### [Exercise instructions]
Word for word, repeat all of the entries below.
Top of Dataset entries
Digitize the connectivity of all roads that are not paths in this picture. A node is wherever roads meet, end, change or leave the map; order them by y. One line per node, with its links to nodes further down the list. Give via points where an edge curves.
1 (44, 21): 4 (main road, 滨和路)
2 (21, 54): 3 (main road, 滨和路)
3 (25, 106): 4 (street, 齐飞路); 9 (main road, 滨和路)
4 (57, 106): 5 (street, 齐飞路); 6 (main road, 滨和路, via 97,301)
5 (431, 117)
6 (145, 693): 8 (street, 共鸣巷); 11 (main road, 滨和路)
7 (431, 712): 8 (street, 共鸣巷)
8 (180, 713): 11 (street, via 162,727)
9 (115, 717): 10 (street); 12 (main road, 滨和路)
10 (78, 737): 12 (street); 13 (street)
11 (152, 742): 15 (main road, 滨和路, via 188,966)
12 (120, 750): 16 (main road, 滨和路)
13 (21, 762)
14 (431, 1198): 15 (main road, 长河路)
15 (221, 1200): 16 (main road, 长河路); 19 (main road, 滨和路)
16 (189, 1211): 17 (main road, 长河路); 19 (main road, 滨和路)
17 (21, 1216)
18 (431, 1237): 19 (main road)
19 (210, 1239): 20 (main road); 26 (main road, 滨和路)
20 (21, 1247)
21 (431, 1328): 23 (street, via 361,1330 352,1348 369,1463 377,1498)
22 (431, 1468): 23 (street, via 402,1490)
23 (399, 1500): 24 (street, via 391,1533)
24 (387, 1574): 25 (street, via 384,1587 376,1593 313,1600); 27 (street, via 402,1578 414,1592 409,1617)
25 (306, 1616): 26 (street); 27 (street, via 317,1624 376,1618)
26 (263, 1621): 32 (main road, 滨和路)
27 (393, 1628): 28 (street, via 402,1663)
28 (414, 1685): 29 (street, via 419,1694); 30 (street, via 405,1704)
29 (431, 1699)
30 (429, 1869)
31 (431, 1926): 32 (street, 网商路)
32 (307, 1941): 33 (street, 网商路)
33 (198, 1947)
Bottom of Dataset entries
### [Output for this task]
Digitize the connectivity of all roads that are not paths in this picture. A node is wherever roads meet, end, change or leave the map; order them by y. One line per node, with its links to nodes further down the list. Give via points where an edge curves.
1 (44, 21): 4 (main road, 滨和路)
2 (21, 54): 3 (main road, 滨和路)
3 (25, 106): 4 (street, 齐飞路); 9 (main road, 滨和路)
4 (57, 106): 5 (street, 齐飞路); 6 (main road, 滨和路, via 97,301)
5 (431, 117)
6 (145, 693): 8 (street, 共鸣巷); 11 (main road, 滨和路)
7 (431, 712): 8 (street, 共鸣巷)
8 (180, 713): 11 (street, via 162,727)
9 (115, 717): 10 (street); 12 (main road, 滨和路)
10 (78, 737): 12 (street); 13 (street)
11 (152, 742): 15 (main road, 滨和路, via 188,966)
12 (120, 750): 16 (main road, 滨和路)
13 (21, 762)
14 (431, 1198): 15 (main road, 长河路)
15 (221, 1200): 16 (main road, 长河路); 19 (main road, 滨和路)
16 (189, 1211): 17 (main road, 长河路); 19 (main road, 滨和路)
17 (21, 1216)
18 (431, 1237): 19 (main road)
19 (210, 1239): 20 (main road); 26 (main road, 滨和路)
20 (21, 1247)
21 (431, 1328): 23 (street, via 361,1330 352,1348 369,1463 377,1498)
22 (431, 1468): 23 (street, via 402,1490)
23 (399, 1500): 24 (street, via 391,1533)
24 (387, 1574): 25 (street, via 384,1587 376,1593 313,1600); 27 (street, via 402,1578 414,1592 409,1617)
25 (306, 1616): 26 (street); 27 (street, via 317,1624 376,1618)
26 (263, 1621): 32 (main road, 滨和路)
27 (393, 1628): 28 (street, via 402,1663)
28 (414, 1685): 29 (street, via 419,1694); 30 (street, via 405,1704)
29 (431, 1699)
30 (429, 1869)
31 (431, 1926): 32 (street, 网商路)
32 (307, 1941): 33 (street, 网商路)
33 (198, 1947)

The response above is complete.